» **ACTIVITY**
Search the listing below for the word "rotate" and copy each line that holds it.

» **MATERIAL SUPPLIED**
::::

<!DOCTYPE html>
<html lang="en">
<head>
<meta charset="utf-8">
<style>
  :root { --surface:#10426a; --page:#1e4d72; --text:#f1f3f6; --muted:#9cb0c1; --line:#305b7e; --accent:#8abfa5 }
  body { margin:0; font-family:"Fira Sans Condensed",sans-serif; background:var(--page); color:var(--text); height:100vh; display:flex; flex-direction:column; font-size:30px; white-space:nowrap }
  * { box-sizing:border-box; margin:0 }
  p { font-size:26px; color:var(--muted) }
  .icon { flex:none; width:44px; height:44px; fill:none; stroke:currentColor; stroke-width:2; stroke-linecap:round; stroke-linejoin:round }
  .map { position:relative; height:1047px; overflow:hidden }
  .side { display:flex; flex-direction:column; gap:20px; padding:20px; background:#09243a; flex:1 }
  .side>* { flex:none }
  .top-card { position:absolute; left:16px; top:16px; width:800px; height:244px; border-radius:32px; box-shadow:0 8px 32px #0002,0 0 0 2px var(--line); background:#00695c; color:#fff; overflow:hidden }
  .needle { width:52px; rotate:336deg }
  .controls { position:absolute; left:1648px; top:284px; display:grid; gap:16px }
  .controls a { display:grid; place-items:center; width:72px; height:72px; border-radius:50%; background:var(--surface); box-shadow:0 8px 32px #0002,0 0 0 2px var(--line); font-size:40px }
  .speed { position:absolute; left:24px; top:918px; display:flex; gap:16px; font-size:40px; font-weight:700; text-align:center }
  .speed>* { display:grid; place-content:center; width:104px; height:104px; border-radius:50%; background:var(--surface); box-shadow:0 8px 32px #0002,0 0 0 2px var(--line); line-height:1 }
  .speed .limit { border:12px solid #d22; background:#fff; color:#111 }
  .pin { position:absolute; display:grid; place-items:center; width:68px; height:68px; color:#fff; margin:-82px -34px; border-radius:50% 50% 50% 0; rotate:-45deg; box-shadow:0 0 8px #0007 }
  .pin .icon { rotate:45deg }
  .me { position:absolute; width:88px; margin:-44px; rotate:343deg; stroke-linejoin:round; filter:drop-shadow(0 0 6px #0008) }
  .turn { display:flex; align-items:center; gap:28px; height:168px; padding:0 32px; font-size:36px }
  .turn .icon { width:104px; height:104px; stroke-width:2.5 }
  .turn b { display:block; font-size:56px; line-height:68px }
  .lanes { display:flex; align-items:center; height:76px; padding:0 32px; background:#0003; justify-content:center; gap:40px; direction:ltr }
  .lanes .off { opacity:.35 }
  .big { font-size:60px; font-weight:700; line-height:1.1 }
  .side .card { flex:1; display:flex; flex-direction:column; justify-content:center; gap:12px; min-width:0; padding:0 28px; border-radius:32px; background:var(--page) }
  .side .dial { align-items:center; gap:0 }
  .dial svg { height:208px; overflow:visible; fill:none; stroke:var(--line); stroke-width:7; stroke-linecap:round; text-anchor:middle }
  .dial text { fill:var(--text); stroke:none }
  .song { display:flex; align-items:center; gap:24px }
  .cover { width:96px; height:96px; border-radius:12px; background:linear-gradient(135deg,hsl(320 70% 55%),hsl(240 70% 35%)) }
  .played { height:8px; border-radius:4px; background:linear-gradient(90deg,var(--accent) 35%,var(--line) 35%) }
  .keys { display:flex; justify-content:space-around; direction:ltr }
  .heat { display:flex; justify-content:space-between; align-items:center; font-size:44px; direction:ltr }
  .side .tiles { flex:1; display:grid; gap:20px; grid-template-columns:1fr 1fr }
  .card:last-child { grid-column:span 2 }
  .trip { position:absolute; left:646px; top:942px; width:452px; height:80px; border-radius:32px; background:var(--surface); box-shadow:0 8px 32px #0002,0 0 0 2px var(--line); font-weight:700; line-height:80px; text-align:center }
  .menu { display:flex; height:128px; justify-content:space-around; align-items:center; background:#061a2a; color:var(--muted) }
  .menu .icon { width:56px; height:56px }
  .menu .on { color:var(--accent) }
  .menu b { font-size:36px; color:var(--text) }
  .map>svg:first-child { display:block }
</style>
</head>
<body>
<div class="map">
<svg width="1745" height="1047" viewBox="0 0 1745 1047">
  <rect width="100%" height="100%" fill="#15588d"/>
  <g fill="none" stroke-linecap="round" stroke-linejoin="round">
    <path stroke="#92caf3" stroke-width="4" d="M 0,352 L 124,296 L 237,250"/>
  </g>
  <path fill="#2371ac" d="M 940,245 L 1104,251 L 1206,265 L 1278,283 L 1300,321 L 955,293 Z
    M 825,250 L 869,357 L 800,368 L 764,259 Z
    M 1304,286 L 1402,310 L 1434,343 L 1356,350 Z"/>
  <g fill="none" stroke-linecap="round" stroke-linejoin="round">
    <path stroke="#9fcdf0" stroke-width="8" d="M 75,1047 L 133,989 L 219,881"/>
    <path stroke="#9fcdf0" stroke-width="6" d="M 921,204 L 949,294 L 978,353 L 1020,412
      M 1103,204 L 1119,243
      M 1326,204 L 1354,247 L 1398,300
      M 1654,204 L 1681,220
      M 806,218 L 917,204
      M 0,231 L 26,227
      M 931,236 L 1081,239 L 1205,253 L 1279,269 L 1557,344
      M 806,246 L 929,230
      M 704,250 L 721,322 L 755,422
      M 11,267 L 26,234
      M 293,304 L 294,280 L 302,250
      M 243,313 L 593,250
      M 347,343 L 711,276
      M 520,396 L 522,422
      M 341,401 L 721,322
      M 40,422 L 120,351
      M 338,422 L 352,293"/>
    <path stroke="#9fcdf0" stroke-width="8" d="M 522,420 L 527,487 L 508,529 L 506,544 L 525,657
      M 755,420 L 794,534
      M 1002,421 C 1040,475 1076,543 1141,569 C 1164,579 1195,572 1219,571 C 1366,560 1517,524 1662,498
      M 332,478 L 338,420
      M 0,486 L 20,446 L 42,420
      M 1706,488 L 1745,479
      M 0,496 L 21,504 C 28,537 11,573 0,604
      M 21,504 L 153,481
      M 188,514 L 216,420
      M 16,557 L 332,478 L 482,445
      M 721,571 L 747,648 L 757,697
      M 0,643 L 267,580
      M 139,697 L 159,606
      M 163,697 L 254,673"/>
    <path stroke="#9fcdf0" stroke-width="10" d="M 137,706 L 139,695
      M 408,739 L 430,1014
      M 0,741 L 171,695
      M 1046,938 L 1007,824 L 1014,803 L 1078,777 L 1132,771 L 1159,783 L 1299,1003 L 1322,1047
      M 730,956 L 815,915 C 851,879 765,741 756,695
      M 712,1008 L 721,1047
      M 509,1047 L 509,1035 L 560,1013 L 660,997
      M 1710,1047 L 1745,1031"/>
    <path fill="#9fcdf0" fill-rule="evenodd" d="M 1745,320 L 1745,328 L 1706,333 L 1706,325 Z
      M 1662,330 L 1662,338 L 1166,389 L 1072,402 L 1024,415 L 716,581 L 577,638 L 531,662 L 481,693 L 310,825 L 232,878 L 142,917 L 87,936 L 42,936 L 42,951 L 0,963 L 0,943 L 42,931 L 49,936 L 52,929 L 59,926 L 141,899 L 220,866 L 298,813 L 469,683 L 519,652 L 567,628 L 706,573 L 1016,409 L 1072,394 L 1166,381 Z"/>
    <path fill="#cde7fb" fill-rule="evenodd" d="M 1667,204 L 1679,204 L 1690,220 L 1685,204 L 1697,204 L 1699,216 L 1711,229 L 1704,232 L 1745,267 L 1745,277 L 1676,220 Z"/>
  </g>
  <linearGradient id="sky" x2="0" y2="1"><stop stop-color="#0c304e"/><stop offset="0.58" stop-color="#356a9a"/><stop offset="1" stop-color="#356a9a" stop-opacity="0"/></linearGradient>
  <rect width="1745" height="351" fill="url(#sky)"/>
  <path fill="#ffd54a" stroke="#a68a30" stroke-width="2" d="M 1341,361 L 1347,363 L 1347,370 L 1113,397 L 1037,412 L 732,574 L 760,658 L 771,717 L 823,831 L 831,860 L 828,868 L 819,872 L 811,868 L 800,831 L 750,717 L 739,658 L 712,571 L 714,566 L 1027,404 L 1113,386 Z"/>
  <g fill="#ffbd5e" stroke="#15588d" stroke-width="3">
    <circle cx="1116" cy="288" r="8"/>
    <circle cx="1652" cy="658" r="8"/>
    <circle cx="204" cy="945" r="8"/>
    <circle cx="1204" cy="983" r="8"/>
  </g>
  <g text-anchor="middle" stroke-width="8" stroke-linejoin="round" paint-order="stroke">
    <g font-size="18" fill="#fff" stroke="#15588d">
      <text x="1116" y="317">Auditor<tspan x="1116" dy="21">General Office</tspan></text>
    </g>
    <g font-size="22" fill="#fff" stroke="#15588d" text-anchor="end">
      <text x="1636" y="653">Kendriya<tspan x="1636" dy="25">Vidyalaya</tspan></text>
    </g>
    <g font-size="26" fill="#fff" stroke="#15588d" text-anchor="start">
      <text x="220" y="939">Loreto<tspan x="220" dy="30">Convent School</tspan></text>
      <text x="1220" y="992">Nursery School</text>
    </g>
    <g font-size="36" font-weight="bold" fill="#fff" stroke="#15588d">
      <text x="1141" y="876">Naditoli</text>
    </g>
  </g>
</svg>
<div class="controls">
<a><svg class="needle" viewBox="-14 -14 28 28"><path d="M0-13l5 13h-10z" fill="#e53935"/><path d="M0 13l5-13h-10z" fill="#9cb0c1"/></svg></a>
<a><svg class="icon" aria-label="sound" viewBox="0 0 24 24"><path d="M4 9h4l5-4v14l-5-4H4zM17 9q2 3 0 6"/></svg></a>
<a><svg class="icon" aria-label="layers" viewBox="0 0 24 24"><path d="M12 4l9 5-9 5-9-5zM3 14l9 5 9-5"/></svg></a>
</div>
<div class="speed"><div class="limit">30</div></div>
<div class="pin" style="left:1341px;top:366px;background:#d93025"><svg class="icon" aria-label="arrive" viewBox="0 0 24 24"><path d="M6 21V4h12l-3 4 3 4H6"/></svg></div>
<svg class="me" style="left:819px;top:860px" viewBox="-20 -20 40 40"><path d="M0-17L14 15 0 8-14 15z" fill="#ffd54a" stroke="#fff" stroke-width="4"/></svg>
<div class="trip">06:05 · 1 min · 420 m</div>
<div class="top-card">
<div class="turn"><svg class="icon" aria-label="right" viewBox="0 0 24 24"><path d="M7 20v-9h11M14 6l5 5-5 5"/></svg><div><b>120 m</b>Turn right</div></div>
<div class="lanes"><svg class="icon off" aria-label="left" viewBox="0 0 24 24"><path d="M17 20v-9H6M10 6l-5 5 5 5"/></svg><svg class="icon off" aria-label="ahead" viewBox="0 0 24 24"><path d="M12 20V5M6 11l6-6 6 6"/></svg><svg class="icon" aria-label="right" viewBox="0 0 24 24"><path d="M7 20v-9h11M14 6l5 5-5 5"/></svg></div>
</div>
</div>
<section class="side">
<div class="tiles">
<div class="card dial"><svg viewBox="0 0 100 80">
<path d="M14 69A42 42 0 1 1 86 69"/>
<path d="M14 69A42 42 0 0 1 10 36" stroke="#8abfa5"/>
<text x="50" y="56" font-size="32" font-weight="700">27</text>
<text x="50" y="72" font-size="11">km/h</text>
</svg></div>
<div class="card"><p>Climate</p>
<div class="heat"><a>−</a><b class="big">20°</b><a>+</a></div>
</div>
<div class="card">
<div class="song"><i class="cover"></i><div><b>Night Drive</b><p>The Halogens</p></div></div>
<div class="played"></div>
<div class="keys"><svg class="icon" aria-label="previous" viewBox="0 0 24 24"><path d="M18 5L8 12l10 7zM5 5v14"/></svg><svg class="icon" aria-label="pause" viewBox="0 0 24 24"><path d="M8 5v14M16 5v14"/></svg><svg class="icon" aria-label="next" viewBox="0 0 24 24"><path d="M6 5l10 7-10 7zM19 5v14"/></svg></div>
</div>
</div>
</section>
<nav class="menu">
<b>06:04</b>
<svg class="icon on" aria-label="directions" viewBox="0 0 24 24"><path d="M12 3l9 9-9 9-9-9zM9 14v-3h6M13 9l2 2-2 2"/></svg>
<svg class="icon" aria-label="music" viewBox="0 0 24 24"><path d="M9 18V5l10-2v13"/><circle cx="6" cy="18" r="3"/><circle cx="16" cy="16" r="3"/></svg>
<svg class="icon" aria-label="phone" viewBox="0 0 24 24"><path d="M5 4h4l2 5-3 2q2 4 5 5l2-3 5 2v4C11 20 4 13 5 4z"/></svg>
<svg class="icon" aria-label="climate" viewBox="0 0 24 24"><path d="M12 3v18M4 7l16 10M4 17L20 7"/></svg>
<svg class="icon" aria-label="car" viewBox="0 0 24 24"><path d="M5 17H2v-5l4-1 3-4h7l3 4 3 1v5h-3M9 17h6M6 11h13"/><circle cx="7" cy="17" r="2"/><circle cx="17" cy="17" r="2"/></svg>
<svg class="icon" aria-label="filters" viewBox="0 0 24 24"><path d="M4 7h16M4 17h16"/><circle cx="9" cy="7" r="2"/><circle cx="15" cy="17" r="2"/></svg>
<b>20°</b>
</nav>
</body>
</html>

::::

» **TASK RESULT**
  .needle { width:52px; rotate:336deg }
  .pin { position:absolute; display:grid; place-items:center; width:68px; height:68px; color:#fff; margin:-82px -34px; border-radius:50% 50% 50% 0; rotate:-45deg; box-shadow:0 0 8px #0007 }
  .pin .icon { rotate:45deg }
  .me { position:absolute; width:88px; margin:-44px; rotate:343deg; stroke-linejoin:round; filter:drop-shadow(0 0 6px #0008) }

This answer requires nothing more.